霧の中から現れたのは、見覚えのある亜麻色の髪を揺らして歩く少女だった。彼女の髪は普段のようにきちんとまとめられておらず、自然な流れに任せて下ろされていた。朝の光に照らされたその髪は、まるで金色の霧の中で輝くように見える。

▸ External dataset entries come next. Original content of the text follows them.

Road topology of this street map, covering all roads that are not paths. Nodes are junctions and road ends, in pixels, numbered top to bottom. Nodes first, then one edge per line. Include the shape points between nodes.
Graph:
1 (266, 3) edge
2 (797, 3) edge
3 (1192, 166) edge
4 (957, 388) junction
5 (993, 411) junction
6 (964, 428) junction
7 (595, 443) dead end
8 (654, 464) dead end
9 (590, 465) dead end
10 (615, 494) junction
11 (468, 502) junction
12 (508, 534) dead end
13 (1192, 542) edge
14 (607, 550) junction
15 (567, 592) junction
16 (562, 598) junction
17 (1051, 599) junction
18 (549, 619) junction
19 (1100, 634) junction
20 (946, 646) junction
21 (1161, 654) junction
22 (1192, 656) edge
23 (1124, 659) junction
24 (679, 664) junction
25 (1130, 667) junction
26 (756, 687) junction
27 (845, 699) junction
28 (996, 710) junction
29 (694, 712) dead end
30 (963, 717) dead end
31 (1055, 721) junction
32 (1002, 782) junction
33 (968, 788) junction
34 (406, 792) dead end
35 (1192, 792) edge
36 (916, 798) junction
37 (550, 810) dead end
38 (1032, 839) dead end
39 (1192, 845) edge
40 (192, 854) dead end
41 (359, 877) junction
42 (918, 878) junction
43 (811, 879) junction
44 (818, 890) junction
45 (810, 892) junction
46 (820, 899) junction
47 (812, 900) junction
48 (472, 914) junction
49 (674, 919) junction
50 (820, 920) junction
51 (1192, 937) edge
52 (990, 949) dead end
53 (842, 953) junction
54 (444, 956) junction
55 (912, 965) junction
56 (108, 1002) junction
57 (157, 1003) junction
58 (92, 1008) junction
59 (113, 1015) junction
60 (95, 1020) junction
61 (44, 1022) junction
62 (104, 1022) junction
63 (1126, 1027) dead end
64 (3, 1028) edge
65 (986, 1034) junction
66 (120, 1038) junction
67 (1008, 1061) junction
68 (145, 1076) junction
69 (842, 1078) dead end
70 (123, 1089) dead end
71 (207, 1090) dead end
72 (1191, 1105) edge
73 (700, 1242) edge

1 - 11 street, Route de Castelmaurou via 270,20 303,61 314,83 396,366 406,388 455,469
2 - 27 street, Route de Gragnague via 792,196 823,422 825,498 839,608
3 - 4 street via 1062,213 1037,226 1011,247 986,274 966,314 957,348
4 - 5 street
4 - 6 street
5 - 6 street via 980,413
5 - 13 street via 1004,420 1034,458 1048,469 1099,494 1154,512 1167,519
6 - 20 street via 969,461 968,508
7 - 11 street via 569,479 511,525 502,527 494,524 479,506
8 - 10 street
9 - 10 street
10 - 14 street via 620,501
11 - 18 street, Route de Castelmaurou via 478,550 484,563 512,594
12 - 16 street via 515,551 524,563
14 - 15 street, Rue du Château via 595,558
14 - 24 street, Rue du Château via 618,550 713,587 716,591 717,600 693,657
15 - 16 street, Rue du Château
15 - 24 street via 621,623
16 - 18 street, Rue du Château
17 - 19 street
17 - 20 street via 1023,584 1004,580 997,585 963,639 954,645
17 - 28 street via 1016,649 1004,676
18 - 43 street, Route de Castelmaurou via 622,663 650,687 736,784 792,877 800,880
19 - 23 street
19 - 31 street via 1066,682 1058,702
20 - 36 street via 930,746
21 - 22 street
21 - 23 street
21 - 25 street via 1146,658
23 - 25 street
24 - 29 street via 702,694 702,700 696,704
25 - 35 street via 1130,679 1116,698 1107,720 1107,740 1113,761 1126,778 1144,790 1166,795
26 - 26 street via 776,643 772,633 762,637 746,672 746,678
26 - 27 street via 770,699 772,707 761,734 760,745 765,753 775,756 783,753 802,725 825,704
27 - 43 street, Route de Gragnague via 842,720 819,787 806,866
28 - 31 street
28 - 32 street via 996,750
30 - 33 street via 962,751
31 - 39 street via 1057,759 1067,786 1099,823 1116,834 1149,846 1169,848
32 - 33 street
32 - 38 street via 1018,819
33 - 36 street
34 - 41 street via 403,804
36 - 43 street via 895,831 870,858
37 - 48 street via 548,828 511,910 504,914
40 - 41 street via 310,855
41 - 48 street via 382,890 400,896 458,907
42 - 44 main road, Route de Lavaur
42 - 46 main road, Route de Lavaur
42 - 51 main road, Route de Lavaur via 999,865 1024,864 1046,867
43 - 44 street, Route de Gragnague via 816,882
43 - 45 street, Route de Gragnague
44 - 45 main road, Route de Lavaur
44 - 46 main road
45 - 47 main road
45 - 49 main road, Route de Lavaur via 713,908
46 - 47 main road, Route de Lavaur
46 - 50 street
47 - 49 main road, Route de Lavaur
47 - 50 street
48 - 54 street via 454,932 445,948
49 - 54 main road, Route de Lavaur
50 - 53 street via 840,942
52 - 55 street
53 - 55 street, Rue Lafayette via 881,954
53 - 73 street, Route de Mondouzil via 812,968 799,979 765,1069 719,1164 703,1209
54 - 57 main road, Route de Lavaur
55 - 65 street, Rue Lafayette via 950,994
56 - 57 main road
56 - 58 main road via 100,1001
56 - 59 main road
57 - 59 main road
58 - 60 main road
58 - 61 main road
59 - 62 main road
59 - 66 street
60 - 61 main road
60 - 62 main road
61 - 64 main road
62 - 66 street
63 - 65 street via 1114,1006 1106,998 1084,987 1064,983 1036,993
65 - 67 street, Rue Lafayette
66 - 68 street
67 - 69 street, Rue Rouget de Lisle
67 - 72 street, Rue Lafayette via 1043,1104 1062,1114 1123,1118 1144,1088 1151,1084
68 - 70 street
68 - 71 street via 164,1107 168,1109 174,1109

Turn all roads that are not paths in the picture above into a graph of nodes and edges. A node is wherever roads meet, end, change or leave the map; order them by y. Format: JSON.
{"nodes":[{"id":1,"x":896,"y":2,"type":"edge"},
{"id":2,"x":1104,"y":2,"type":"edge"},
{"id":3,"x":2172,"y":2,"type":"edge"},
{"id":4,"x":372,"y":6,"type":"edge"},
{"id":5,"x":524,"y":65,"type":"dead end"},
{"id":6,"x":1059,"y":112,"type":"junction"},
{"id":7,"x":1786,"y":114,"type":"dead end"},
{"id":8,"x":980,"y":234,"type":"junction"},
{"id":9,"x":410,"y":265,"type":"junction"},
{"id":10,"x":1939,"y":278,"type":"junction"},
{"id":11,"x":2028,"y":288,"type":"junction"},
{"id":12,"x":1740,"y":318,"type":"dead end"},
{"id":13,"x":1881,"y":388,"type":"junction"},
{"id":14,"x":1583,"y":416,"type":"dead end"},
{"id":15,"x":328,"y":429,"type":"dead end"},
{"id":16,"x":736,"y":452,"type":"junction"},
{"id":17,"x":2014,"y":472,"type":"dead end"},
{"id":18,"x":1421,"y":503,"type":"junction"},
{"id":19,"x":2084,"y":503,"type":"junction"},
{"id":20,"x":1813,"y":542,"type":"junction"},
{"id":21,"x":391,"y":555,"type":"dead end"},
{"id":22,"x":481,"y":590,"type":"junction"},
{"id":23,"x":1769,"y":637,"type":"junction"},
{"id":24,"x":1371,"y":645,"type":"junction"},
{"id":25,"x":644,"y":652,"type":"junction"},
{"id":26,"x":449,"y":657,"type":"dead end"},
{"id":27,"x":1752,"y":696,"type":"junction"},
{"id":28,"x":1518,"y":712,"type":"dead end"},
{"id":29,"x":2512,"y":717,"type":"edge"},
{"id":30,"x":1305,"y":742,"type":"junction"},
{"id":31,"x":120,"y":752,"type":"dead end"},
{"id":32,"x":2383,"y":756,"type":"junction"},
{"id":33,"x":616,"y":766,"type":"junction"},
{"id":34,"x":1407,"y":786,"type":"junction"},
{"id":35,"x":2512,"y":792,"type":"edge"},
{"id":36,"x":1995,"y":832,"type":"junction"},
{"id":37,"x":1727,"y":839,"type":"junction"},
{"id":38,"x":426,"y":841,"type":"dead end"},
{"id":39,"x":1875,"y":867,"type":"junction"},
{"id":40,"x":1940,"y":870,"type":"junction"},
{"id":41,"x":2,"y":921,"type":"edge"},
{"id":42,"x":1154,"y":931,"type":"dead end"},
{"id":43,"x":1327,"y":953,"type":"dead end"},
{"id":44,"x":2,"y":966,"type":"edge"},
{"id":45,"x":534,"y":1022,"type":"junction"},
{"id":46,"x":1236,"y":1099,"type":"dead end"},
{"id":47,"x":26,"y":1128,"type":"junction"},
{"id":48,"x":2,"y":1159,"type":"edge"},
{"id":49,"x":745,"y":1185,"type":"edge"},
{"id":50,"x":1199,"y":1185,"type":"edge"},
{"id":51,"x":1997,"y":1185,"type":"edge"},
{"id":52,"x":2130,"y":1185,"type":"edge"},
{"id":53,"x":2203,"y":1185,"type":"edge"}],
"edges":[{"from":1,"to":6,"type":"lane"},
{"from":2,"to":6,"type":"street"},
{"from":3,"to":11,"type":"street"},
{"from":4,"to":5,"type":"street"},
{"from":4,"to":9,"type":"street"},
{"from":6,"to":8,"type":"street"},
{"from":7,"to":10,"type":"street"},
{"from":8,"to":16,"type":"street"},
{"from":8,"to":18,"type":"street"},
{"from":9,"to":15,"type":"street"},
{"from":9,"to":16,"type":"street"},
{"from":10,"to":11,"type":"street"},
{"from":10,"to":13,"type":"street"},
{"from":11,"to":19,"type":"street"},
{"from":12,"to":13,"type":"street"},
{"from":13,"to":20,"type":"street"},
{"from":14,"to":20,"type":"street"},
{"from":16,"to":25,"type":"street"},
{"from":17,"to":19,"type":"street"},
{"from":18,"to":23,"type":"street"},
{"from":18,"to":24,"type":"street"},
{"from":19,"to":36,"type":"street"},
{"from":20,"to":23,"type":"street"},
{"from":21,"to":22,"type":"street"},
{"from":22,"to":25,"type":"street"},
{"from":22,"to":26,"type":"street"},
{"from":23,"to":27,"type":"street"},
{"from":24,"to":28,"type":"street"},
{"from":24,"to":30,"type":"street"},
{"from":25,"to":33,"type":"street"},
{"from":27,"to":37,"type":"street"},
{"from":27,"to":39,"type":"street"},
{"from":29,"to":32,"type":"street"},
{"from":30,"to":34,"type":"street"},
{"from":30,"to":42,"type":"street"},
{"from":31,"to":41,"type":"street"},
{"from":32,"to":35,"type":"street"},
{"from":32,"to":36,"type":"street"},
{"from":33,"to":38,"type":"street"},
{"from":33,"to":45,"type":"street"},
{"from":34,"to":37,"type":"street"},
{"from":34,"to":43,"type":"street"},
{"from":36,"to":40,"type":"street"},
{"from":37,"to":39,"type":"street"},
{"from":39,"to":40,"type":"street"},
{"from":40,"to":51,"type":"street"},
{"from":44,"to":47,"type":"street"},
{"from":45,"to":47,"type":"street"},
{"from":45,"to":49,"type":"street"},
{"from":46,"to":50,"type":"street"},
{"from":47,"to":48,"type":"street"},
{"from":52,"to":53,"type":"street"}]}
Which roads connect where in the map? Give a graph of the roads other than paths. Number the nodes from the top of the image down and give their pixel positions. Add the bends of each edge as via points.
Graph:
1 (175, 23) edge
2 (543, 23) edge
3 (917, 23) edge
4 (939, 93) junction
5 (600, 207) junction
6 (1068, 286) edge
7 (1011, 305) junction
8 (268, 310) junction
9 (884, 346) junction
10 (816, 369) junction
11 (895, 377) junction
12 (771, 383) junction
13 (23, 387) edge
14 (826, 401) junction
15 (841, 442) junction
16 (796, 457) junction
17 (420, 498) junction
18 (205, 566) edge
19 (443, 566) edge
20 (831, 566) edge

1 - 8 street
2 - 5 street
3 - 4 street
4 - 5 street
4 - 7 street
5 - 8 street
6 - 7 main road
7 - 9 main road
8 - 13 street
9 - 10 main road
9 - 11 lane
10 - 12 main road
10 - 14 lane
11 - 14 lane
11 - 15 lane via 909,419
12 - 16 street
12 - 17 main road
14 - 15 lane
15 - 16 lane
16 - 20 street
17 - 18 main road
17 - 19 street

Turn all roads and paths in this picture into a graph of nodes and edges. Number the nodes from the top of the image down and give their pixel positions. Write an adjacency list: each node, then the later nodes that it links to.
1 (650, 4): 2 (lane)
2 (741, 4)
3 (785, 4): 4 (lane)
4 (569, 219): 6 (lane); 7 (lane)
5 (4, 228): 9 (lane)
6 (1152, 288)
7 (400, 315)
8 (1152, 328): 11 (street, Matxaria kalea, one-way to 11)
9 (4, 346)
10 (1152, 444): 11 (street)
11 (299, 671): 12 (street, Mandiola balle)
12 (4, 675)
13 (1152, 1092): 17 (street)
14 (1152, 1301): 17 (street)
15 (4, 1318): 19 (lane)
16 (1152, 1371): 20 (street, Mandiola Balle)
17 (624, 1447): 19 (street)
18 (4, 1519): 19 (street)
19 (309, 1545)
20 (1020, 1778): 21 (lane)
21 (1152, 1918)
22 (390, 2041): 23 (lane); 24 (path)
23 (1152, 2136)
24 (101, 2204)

ルシルと同じくブランケットを肩に羽織り、どこかぼんやりとした足取りで歩いてくる彼女は、まるで夢の中から抜け出してきたような雰囲気を漂わせている。
「……エレナ?」
ルシルの声に気付いたエレノアは、立ち止まり、驚いた表情で目を大きく見開いた。今まさに夢から覚めたかのようなその姿に、ルシルは微笑みながら声をかける。
「おはよう、エレナ。朝、早いんだね」
ルシルが歩み寄ると、エレノアは心底驚いた様子で「ええ……」という言葉をこぼした。
「一人だと思っていたから、エレナがいて驚いたよ」
「……それはお互い様ね。私の方こそ心臓が止まるかと思ったわ」
「あはは、それはごめんね」
エレノアは驚きから解放されたようで、ようやく表情を崩し、ルシルも自然に頬が緩むのを感じた。
「エレナはよくここに来るの?」
「ええ、それなりに。今日みたいに早く目が覚めたとき、不意に時間ができたときには、つい来てしまうわ」
「そうなんだ」
エレノアは庭園の風景に目をやる。ルシルもそれに合わせるように視線を移した。
「あなたと……初めて会ったときもこの場所だったでしょう?」
「そういえばそうだったね」
ルシルはエレノアとの初めて出会った、つい数日前のことを思い出す。そのときも、今のように柔らかい、優しげな表情を浮かべていた。エドガーとの一件で見せた、あの冷たい表情が今では噓のように感じる。
「エレナは花が好きなの?」
「……そうね。花もそうだけど、この庭園の雰囲気が好きなんだと思うわ」
エレノアは仄かに笑って見せる。その瞳には優しい光が宿っていた。
――あの時と今、どちらが本当のエレナなのだろう。
ルシルはそんな疑問を抱えながらも、目の前にいるエレノアの笑顔は嘘でない気がした。
「――時間があるなら、少し話さない?」
エレノアの提案に、ルシルは一瞬驚いたものの、すぐに頷いて応えた。
「うん、いいよ。私、ちょうどいい場所を知ってるから、そこで話そうよ」
そう言うとルシルはエレノアの手を取り、「こっちだよ」と先導する。
庭園は霧のせいか、土と草花の香りがいつも以上に立ち上り、奥へ進むにつれてその香りはさらに強くなっていった。